Remember that Persuasion Architecture teaches us a visitor will have a preferred behavior pattern (mine is NF – slow-paced, and favoring emotional content), the product or service, company, brand, and buying situation also have a dominant “personality” associated with them (Fandango’s business premise capitalizes on the convenience of a fast-paced experience), and how these factors interact and pull your visitor away from their natural behaviors ultimately is what you need to account for on your site. Thus you can begin to see why it’s a serious issue to say that even I (who naturally prefers a slower paced purchase) was tempted to leave the Fandango site more than once and just spend full price on a movie! Why on earth is Fandango even taking this risk? If Fandango could lose me, there are undoubtedly plenty of natural NTs and SPs giving up and going elsewhere!
Let this be a lesson to Fandango.com and similar sites out there: understand that customers come to a site such as yours under the premise of not having to wait, and before you attempt to do online marketing driving potential buyers to your site, first ensure the site meets the appropriate baseline usability expectations. Usability can be considered a primer to good optimization, and basically involves determining if prospects can move from step 1, all the way to the final action you want them to take on your site, without encountering any stumbling blocks that hinder them from making a purchase or completing that lead form. When we start work with a client on one of our OnTarget subscriptions, we’re looking to clean up any of these kinds of issues that are lingering on the site before we even get on with the business of conversion barriers, much less tackle the issue of persuasive momentum.

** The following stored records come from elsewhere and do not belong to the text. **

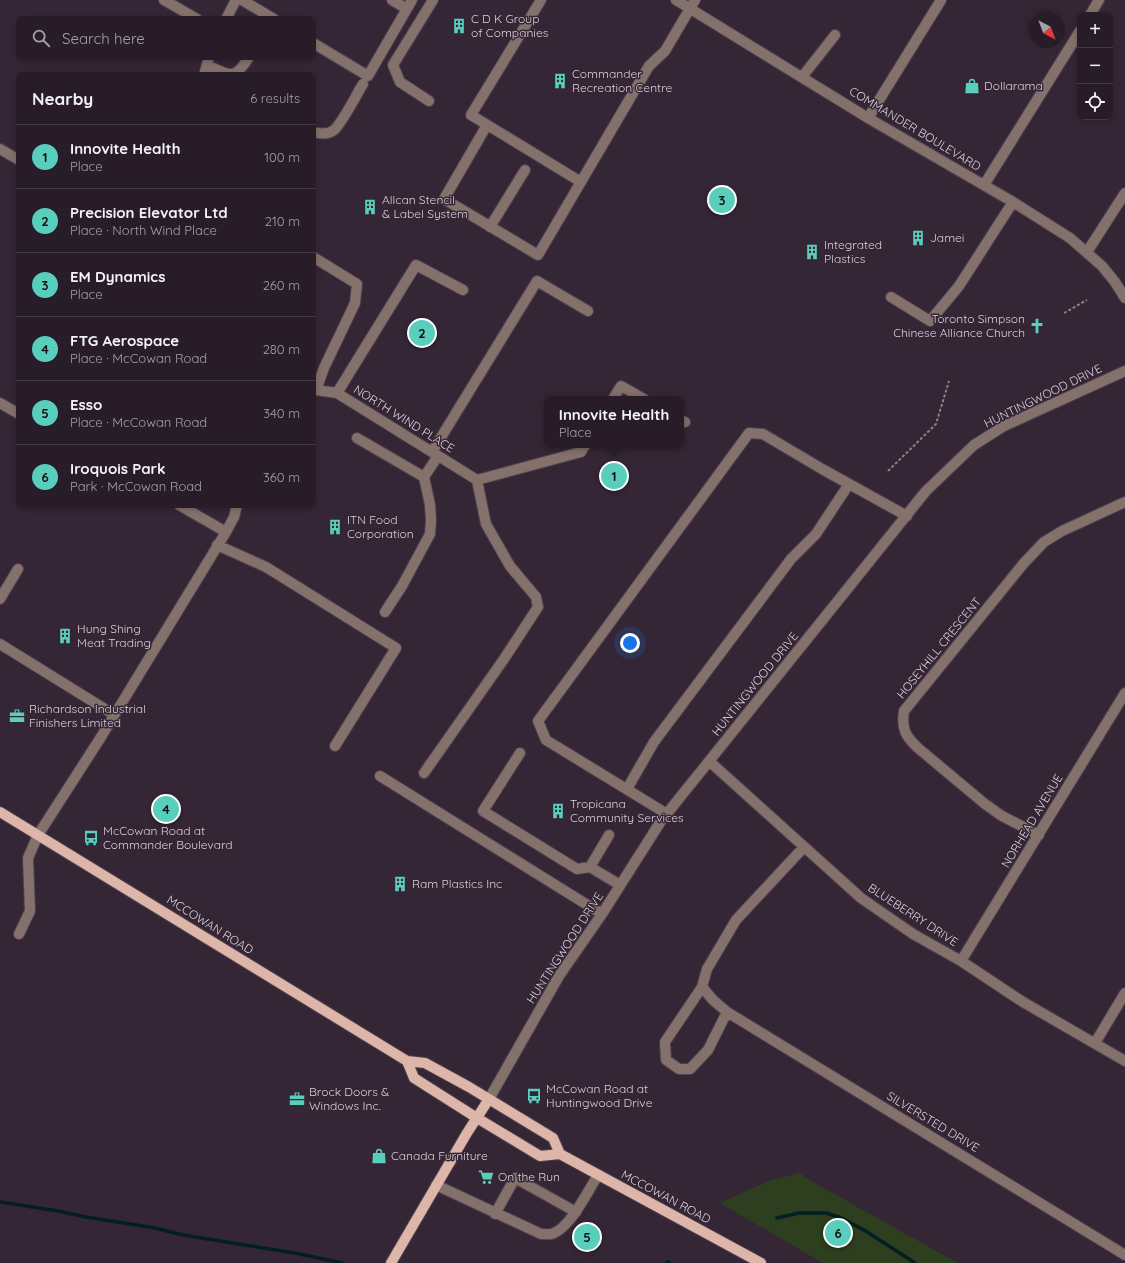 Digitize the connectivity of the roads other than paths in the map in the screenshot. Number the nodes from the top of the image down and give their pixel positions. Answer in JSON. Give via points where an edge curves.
{"nodes":[{"id":1,"x":164,"y":0,"type":"edge"},
{"id":2,"x":236,"y":0,"type":"edge"},
{"id":3,"x":242,"y":0,"type":"edge"},
{"id":4,"x":392,"y":0,"type":"edge"},
{"id":5,"x":433,"y":0,"type":"edge"},
{"id":6,"x":540,"y":0,"type":"edge"},
{"id":7,"x":676,"y":0,"type":"edge"},
{"id":8,"x":941,"y":0,"type":"edge"},
{"id":9,"x":1099,"y":0,"type":"edge"},
{"id":10,"x":178,"y":3,"type":"edge"},
{"id":11,"x":410,"y":4,"type":"edge"},
{"id":12,"x":692,"y":4,"type":"edge"},
{"id":13,"x":1092,"y":12,"type":"edge"},
{"id":14,"x":193,"y":16,"type":"edge"},
{"id":15,"x":230,"y":16,"type":"edge"},
{"id":16,"x":267,"y":16,"type":"edge"},
{"id":17,"x":835,"y":35,"type":"dead end"},
{"id":18,"x":1077,"y":36,"type":"edge"},
{"id":19,"x":316,"y":45,"type":"edge"},
{"id":20,"x":248,"y":60,"type":"edge"},
{"id":21,"x":206,"y":66,"type":"edge"},
{"id":22,"x":221,"y":72,"type":"edge"},
{"id":23,"x":238,"y":72,"type":"edge"},
{"id":24,"x":802,"y":77,"type":"junction"},
{"id":25,"x":363,"y":84,"type":"dead end"},
{"id":26,"x":429,"y":101,"type":"dead end"},
{"id":27,"x":868,"y":118,"type":"junction"},
{"id":28,"x":487,"y":125,"type":"junction"},
{"id":29,"x":316,"y":132,"type":"edge"},
{"id":30,"x":0,"y":149,"type":"edge"},
{"id":31,"x":16,"y":158,"type":"edge"},
{"id":32,"x":525,"y":170,"type":"dead end"},
{"id":33,"x":581,"y":182,"type":"junction"},
{"id":34,"x":984,"y":185,"type":"junction"},
{"id":35,"x":1124,"y":197,"type":"edge"},
{"id":36,"x":1013,"y":202,"type":"junction"},
{"id":37,"x":490,"y":226,"type":"junction"},
{"id":38,"x":1087,"y":252,"type":"junction"},
{"id":39,"x":316,"y":259,"type":"edge"},
{"id":40,"x":463,"y":290,"type":"dead end"},
{"id":41,"x":891,"y":297,"type":"dead end"},
{"id":42,"x":1125,"y":298,"type":"edge"},
{"id":43,"x":588,"y":311,"type":"dead end"},
{"id":44,"x":1125,"y":371,"type":"edge"},
{"id":45,"x":316,"y":386,"type":"edge"},
{"id":46,"x":316,"y":390,"type":"edge"},
{"id":47,"x":337,"y":393,"type":"junction"},
{"id":48,"x":615,"y":396,"type":"edge"},
{"id":49,"x":639,"y":396,"type":"edge"},
{"id":50,"x":0,"y":403,"type":"edge"},
{"id":51,"x":16,"y":412,"type":"edge"},
{"id":52,"x":357,"y":438,"type":"dead end"},
{"id":53,"x":583,"y":448,"type":"edge"},
{"id":54,"x":435,"y":454,"type":"junction"},
{"id":55,"x":424,"y":477,"type":"junction"},
{"id":56,"x":478,"y":480,"type":"junction"},
{"id":57,"x":849,"y":484,"type":"junction"},
{"id":58,"x":1125,"y":502,"type":"edge"},
{"id":59,"x":184,"y":508,"type":"edge"},
{"id":60,"x":236,"y":508,"type":"edge"},
{"id":61,"x":907,"y":516,"type":"junction"},
{"id":62,"x":226,"y":532,"type":"junction"},
{"id":63,"x":217,"y":545,"type":"junction"},
{"id":64,"x":18,"y":569,"type":"dead end"},
{"id":65,"x":0,"y":599,"type":"edge"},
{"id":66,"x":385,"y":612,"type":"dead end"},
{"id":67,"x":0,"y":644,"type":"edge"},
{"id":68,"x":1125,"y":693,"type":"edge"},
{"id":69,"x":113,"y":714,"type":"junction"},
{"id":70,"x":334,"y":746,"type":"dead end"},
{"id":71,"x":520,"y":753,"type":"dead end"},
{"id":72,"x":709,"y":762,"type":"junction"},
{"id":73,"x":424,"y":774,"type":"dead end"},
{"id":74,"x":380,"y":776,"type":"dead end"},
{"id":75,"x":626,"y":789,"type":"junction"},
{"id":76,"x":0,"y":812,"type":"edge"},
{"id":77,"x":667,"y":814,"type":"junction"},
{"id":78,"x":38,"y":835,"type":"junction"},
{"id":79,"x":608,"y":835,"type":"dead end"},
{"id":80,"x":1039,"y":835,"type":"junction"},
{"id":81,"x":804,"y":847,"type":"junction"},
{"id":82,"x":590,"y":867,"type":"junction"},
{"id":83,"x":620,"y":885,"type":"junction"},
{"id":84,"x":602,"y":914,"type":"junction"},
{"id":85,"x":20,"y":934,"type":"dead end"},
{"id":86,"x":961,"y":961,"type":"junction"},
{"id":87,"x":702,"y":987,"type":"junction"},
{"id":88,"x":1125,"y":993,"type":"edge"},
{"id":89,"x":728,"y":1012,"type":"junction"},
{"id":90,"x":1094,"y":1043,"type":"junction"},
{"id":91,"x":407,"y":1061,"type":"junction"},
{"id":92,"x":1125,"y":1061,"type":"edge"},
{"id":93,"x":489,"y":1099,"type":"junction"},
{"id":94,"x":477,"y":1118,"type":"junction"},
{"id":95,"x":560,"y":1154,"type":"junction"},
{"id":96,"x":598,"y":1175,"type":"junction"},
{"id":97,"x":436,"y":1185,"type":"junction"},
{"id":98,"x":576,"y":1212,"type":"junction"},
{"id":99,"x":495,"y":1214,"type":"junction"},
{"id":100,"x":1125,"y":1255,"type":"edge"},
{"id":101,"x":391,"y":1263,"type":"edge"},
{"id":102,"x":761,"y":1263,"type":"edge"}],
"edges":[{"from":1,"to":10,"type":"street"},
{"from":2,"to":15,"type":"street"},
{"from":3,"to":16,"type":"street"},
{"from":4,"to":11,"type":"street"},
{"from":5,"to":26,"type":"street","via":[[393,65],[400,82]]},
{"from":6,"to":28,"type":"street","via":[[470,115]]},
{"from":7,"to":12,"type":"street","name":"COMMANDER BOULEVARD"},
{"from":8,"to":27,"type":"street"},
{"from":9,"to":13,"type":"street"},
{"from":10,"to":14,"type":"street"},
{"from":11,"to":19,"type":"street","via":[[368,76]]},
{"from":12,"to":24,"type":"street","name":"COMMANDER BOULEVARD"},
{"from":12,"to":33,"type":"street","via":[[665,51],[649,66]]},
{"from":17,"to":24,"type":"street"},
{"from":18,"to":34,"type":"street"},
{"from":20,"to":23,"type":"street"},
{"from":21,"to":22,"type":"street"},
{"from":24,"to":27,"type":"street","name":"COMMANDER BOULEVARD"},
{"from":25,"to":29,"type":"street","via":[[340,124],[326,134]]},
{"from":27,"to":34,"type":"street","name":"COMMANDER BOULEVARD"},
{"from":28,"to":33,"type":"street"},
{"from":28,"to":37,"type":"street","via":[[444,199]]},
{"from":30,"to":31,"type":"street"},
{"from":32,"to":37,"type":"street"},
{"from":33,"to":37,"type":"street","via":[[538,256]]},
{"from":34,"to":36,"type":"street","name":"COMMANDER BOULEVARD"},
{"from":35,"to":38,"type":"street"},
{"from":36,"to":38,"type":"street","name":"COMMANDER BOULEVARD","via":[[1070,238]]},
{"from":36,"to":41,"type":"street","via":[[959,286],[930,321]]},
{"from":38,"to":42,"type":"street","name":"COMMANDER BOULEVARD","via":[[1102,266]]},
{"from":39,"to":45,"type":"street","via":[[357,284],[355,303]]},
{"from":40,"to":47,"type":"street","via":[[416,265]]},
{"from":43,"to":54,"type":"street","via":[[537,281]]},
{"from":44,"to":61,"type":"street","name":"HUNTINGWOOD DRIVE","via":[[1004,426],[974,445],[926,491]]},
{"from":46,"to":47,"type":"street","name":"NORTH WIND PLACE"},
{"from":47,"to":54,"type":"street","name":"NORTH WIND PLACE"},
{"from":48,"to":49,"type":"street","via":[[621,386]]},
{"from":50,"to":51,"type":"street"},
{"from":52,"to":55,"type":"street"},
{"from":53,"to":56,"type":"street","via":[[580,452]]},
{"from":54,"to":55,"type":"street"},
{"from":54,"to":56,"type":"street","name":"NORTH WIND PLACE"},
{"from":55,"to":66,"type":"street","via":[[430,505],[430,534]]},
{"from":56,"to":73,"type":"street","via":[[486,524],[510,566],[536,597],[538,607]]},
{"from":57,"to":61,"type":"street"},
{"from":57,"to":75,"type":"street","via":[[816,534],[791,559],[654,742]]},
{"from":57,"to":75,"type":"street","via":[[763,434],[749,433],[658,556],[538,721],[546,740]]},
{"from":58,"to":80,"type":"street","name":"HOSEYHILL CRESCENT","via":[[1044,542],[1024,563],[904,712],[902,722],[908,739],[985,804]]},
{"from":59,"to":62,"type":"street"},
{"from":60,"to":62,"type":"street"},
{"from":61,"to":72,"type":"street","name":"HUNTINGWOOD DRIVE"},
{"from":62,"to":63,"type":"street"},
{"from":63,"to":69,"type":"street"},
{"from":63,"to":70,"type":"street","via":[[266,567],[396,648]]},
{"from":64,"to":65,"type":"street"},
{"from":67,"to":69,"type":"street"},
{"from":68,"to":80,"type":"street","name":"NORHEAD AVENUE"},
{"from":69,"to":78,"type":"street"},
{"from":71,"to":82,"type":"street","via":[[483,811],[577,869]]},
{"from":72,"to":77,"type":"street","name":"HUNTINGWOOD DRIVE"},
{"from":72,"to":81,"type":"street","name":"BLUEBERRY DRIVE"},
{"from":74,"to":84,"type":"street"},
{"from":75,"to":77,"type":"street"},
{"from":76,"to":78,"type":"main road","name":"MCCOWAN ROAD"},
{"from":77,"to":83,"type":"street","name":"HUNTINGWOOD DRIVE"},
{"from":78,"to":85,"type":"street","via":[[28,858],[30,911]]},
{"from":78,"to":91,"type":"main road","name":"MCCOWAN ROAD"},
{"from":79,"to":82,"type":"street"},
{"from":80,"to":86,"type":"street","name":"NORHEAD AVENUE"},
{"from":81,"to":86,"type":"street","name":"BLUEBERRY DRIVE","via":[[861,898],[913,934]]},
{"from":81,"to":87,"type":"street","via":[[736,920],[707,970]]},
{"from":82,"to":83,"type":"street"},
{"from":83,"to":84,"type":"street","name":"HUNTINGWOOD DRIVE"},
{"from":84,"to":93,"type":"street","name":"HUNTINGWOOD DRIVE","via":[[559,976]]},
{"from":86,"to":90,"type":"street","name":"BLUEBERRY DRIVE","via":[[1023,1002]]},
{"from":87,"to":89,"type":"street","name":"SILVERSTED DRIVE"},
{"from":87,"to":89,"type":"street","via":[[665,1042],[666,1060],[679,1068],[690,1069],[708,1050]]},
{"from":88,"to":90,"type":"street"},
{"from":89,"to":100,"type":"street","name":"SILVERSTED DRIVE"},
{"from":90,"to":92,"type":"street","name":"BLUEBERRY DRIVE"},
{"from":91,"to":93,"type":"main road","name":"MCCOWAN ROAD","via":[[425,1063]]},
{"from":91,"to":94,"type":"main road","via":[[414,1078]]},
{"from":93,"to":94,"type":"main road"},
{"from":93,"to":95,"type":"main road","name":"MCCOWAN ROAD","via":[[553,1138]]},
{"from":94,"to":95,"type":"main road","via":[[540,1156]]},
{"from":94,"to":97,"type":"main road"},
{"from":95,"to":96,"type":"main road","name":"MCCOWAN ROAD"},
{"from":96,"to":98,"type":"street"},
{"from":96,"to":102,"type":"main road","name":"MCCOWAN ROAD"},
{"from":97,"to":99,"type":"street"},
{"from":97,"to":101,"type":"main road"},
{"from":98,"to":99,"type":"street","via":[[554,1234],[541,1234]]},
{"from":98,"to":99,"type":"street","via":[[515,1178]]}]} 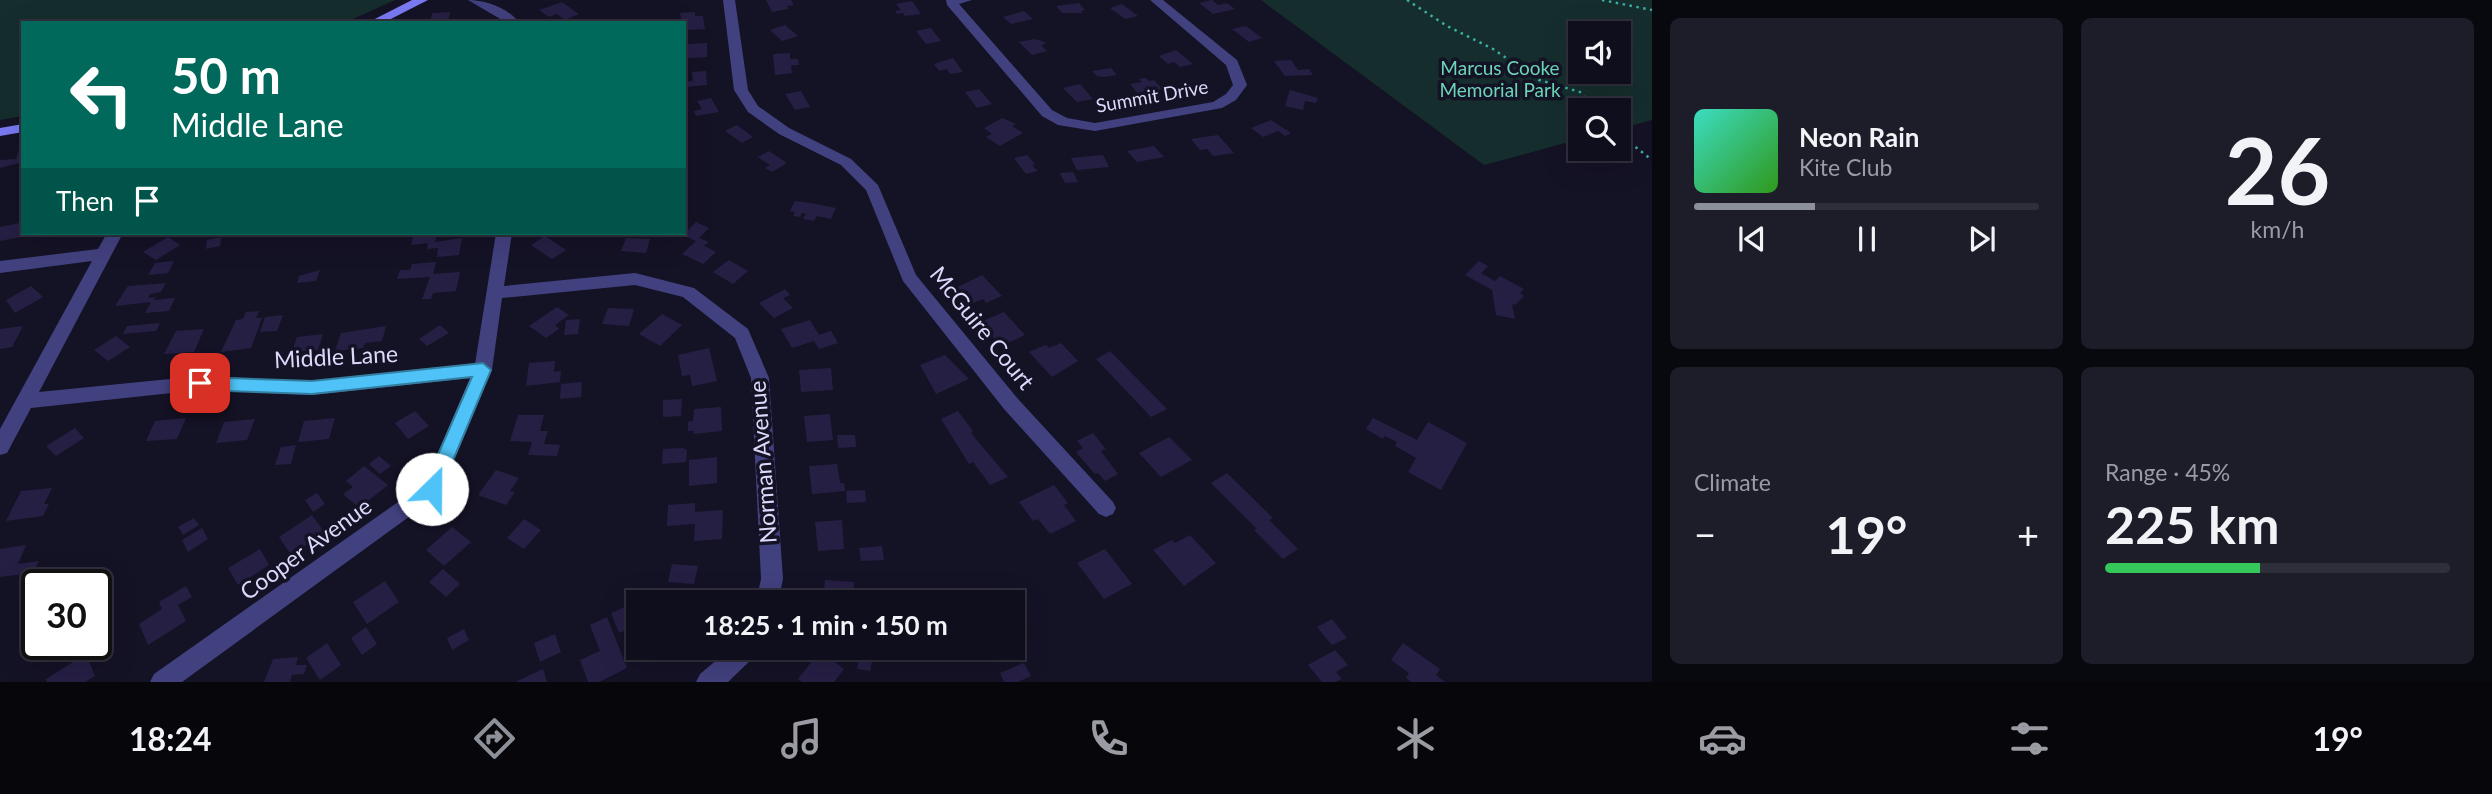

And what about sites that advertise for them or feature their offers? Don’t overlook the guilt-by-association factor your mother always warned you of: Because of my negative experience with Fandango.com, I lost a little respect for livingsocial.com. That’s two businesses out there that could potentially lose my business. The more touch points a customer interacts with, the more you have a chance to gain their loyalty or lose their business. Perhaps, sites like LivingSocial.com could do some review analysis of the businesses they feature on their site, before they choose to accept their business. Just food for thought in the effort to mold a future of better user experiences for all.